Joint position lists
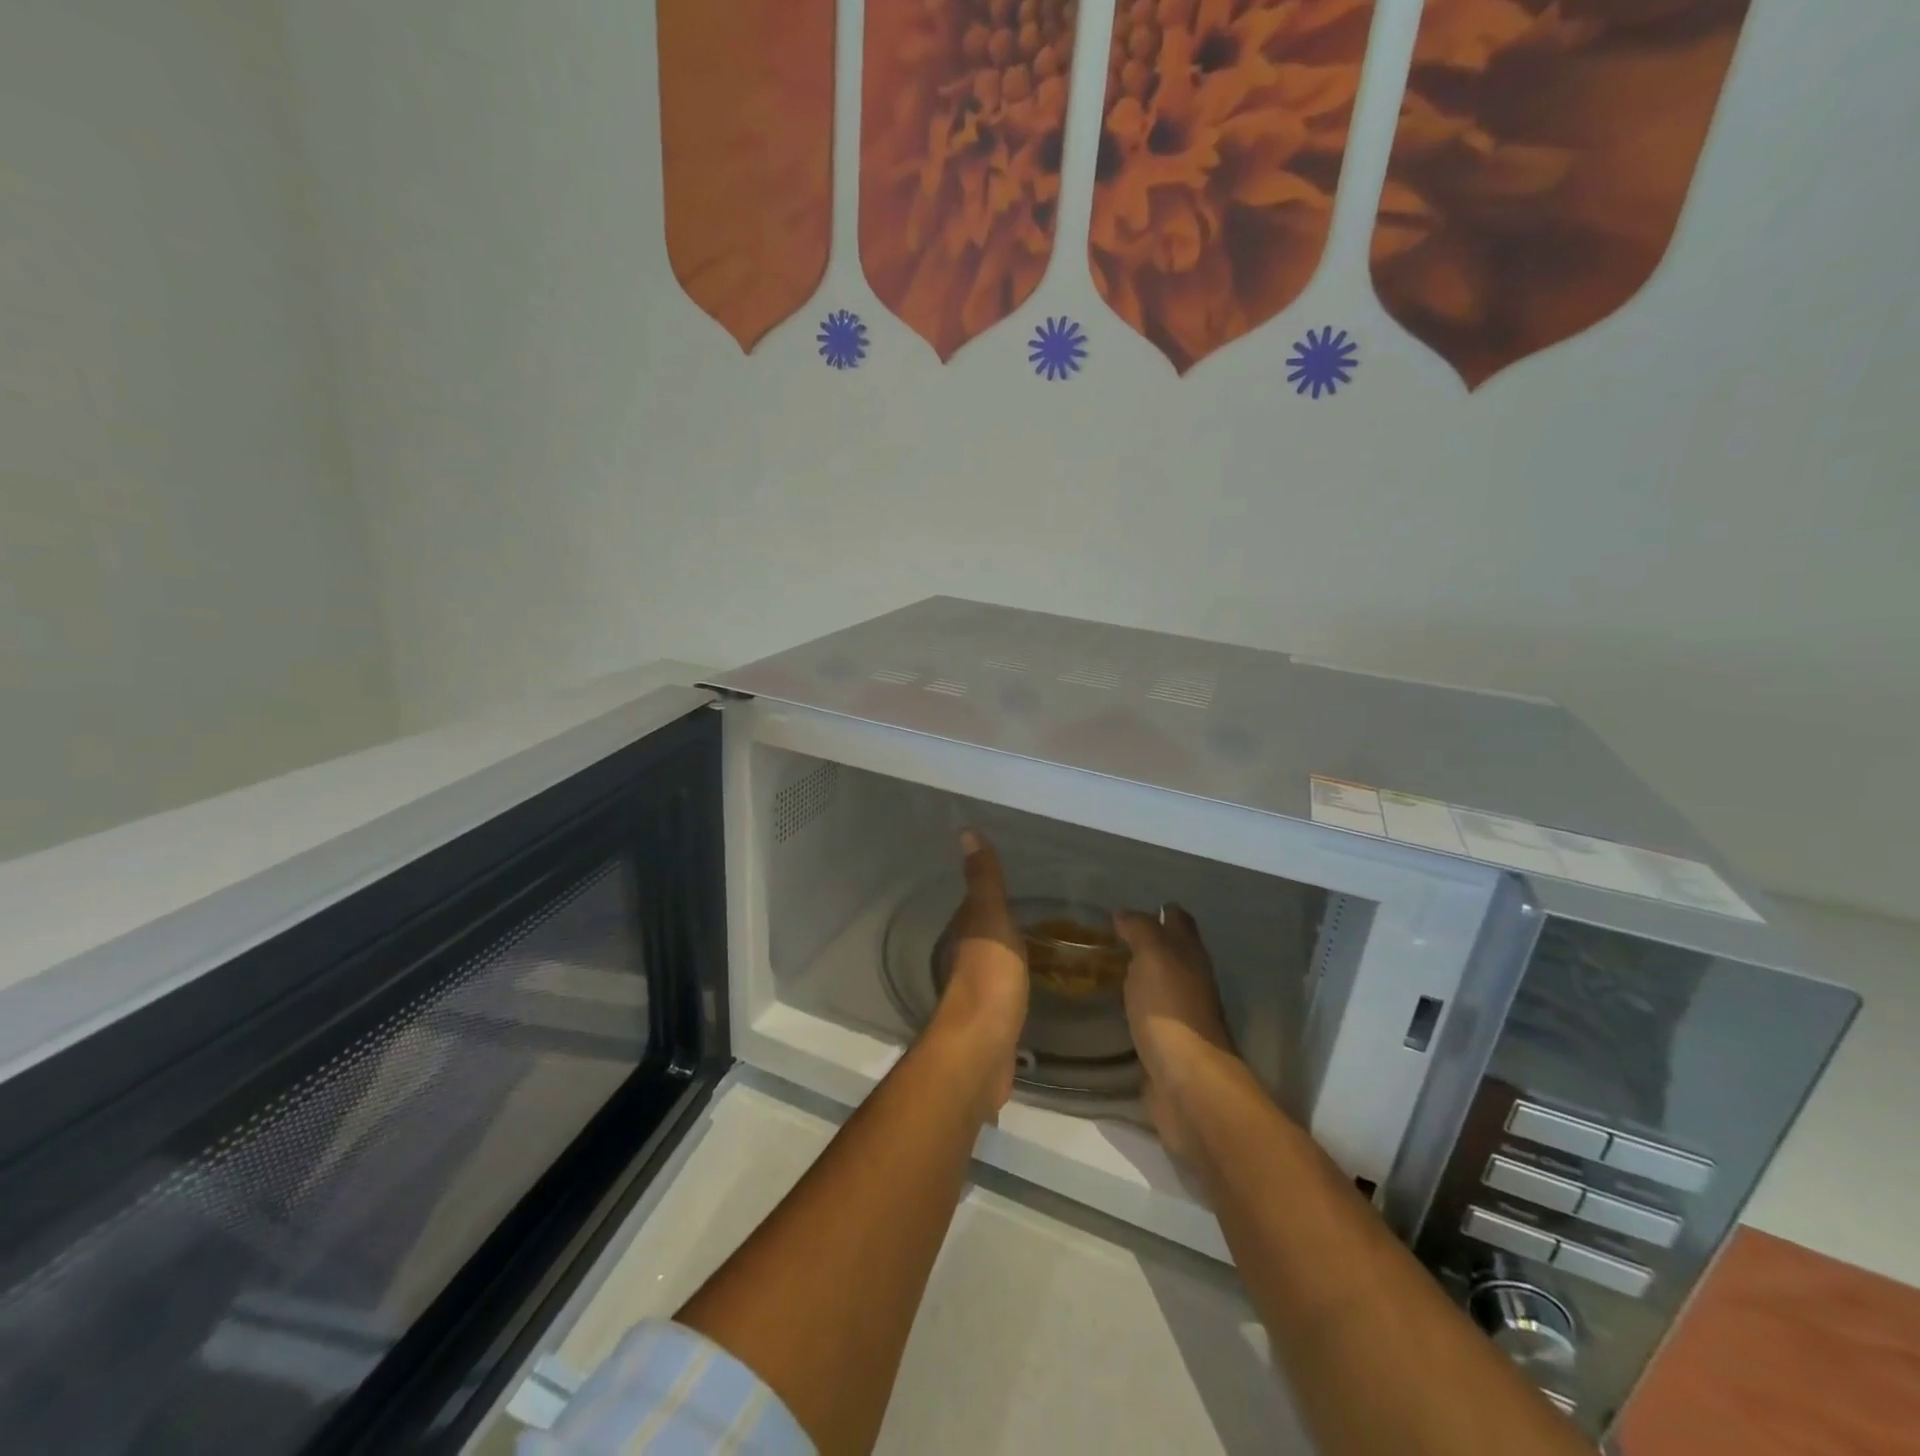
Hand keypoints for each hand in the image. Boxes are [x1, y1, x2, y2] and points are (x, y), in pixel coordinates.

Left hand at [928, 830, 1029, 1118]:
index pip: (976, 903)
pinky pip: (1007, 989)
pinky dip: (1017, 980)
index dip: (991, 891)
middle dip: (1003, 922)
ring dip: (1010, 951)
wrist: (983, 1048)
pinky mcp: (993, 1019)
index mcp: (965, 931)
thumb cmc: (989, 976)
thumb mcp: (990, 918)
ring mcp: (979, 990)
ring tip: (1042, 944)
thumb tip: (966, 830)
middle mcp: (965, 958)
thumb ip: (984, 879)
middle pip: (984, 932)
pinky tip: (1035, 981)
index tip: (1016, 881)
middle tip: (1039, 912)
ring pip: (995, 961)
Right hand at [1114, 905, 1237, 1161]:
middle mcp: (1189, 982)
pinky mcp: (1163, 1047)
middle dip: (1146, 942)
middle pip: (1171, 954)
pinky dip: (1130, 1009)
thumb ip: (1140, 930)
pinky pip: (1145, 1018)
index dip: (1161, 911)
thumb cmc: (1171, 1011)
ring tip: (1100, 968)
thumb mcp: (1154, 956)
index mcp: (1190, 957)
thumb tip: (1124, 913)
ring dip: (1136, 976)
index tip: (1129, 908)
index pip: (1179, 922)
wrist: (1186, 1083)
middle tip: (1107, 936)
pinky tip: (1107, 1008)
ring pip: (1157, 986)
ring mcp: (1179, 1017)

ACTIVITY: Repeat the data exactly. No pictures should appear.

TASK SOLUTION:
Hand keypoints for each hand in the image. Boxes are [x1, y1, x2, y2] and points are (x, y), in pixel coordinates.

Left hand at [928, 830, 1029, 1118]:
index pip: (976, 903)
pinky pip: (1007, 989)
pinky dip: (1017, 980)
index dip: (991, 891)
middle dip: (1003, 922)
ring dip: (1010, 951)
wrist: (983, 1048)
pinky mcp: (993, 1019)
index mcp: (965, 931)
thumb cmc: (989, 976)
thumb mcp: (990, 918)
ring mcp: (979, 990)
ring tip: (1042, 944)
thumb tip: (966, 830)
middle mcp: (965, 958)
thumb ip: (984, 879)
middle pip: (984, 932)
pinky tip: (1035, 981)
index tip: (1016, 881)
middle tip: (1039, 912)
ring pip: (995, 961)
Right hand at [1114, 905, 1237, 1161]:
middle mcp: (1189, 982)
pinky mcp: (1163, 1047)
middle dip: (1146, 942)
middle pip: (1171, 954)
pinky dip: (1130, 1009)
thumb ip: (1140, 930)
pinky pip: (1145, 1018)
index dip: (1161, 911)
thumb cmc: (1171, 1011)
ring tip: (1100, 968)
thumb mcp: (1154, 956)
index mcp: (1190, 957)
thumb tip: (1124, 913)
ring dip: (1136, 976)
index tip: (1129, 908)
index pip: (1179, 922)
wrist: (1186, 1083)
middle tip: (1107, 936)
pinky tip: (1107, 1008)
ring pip: (1157, 986)
ring mcp: (1179, 1017)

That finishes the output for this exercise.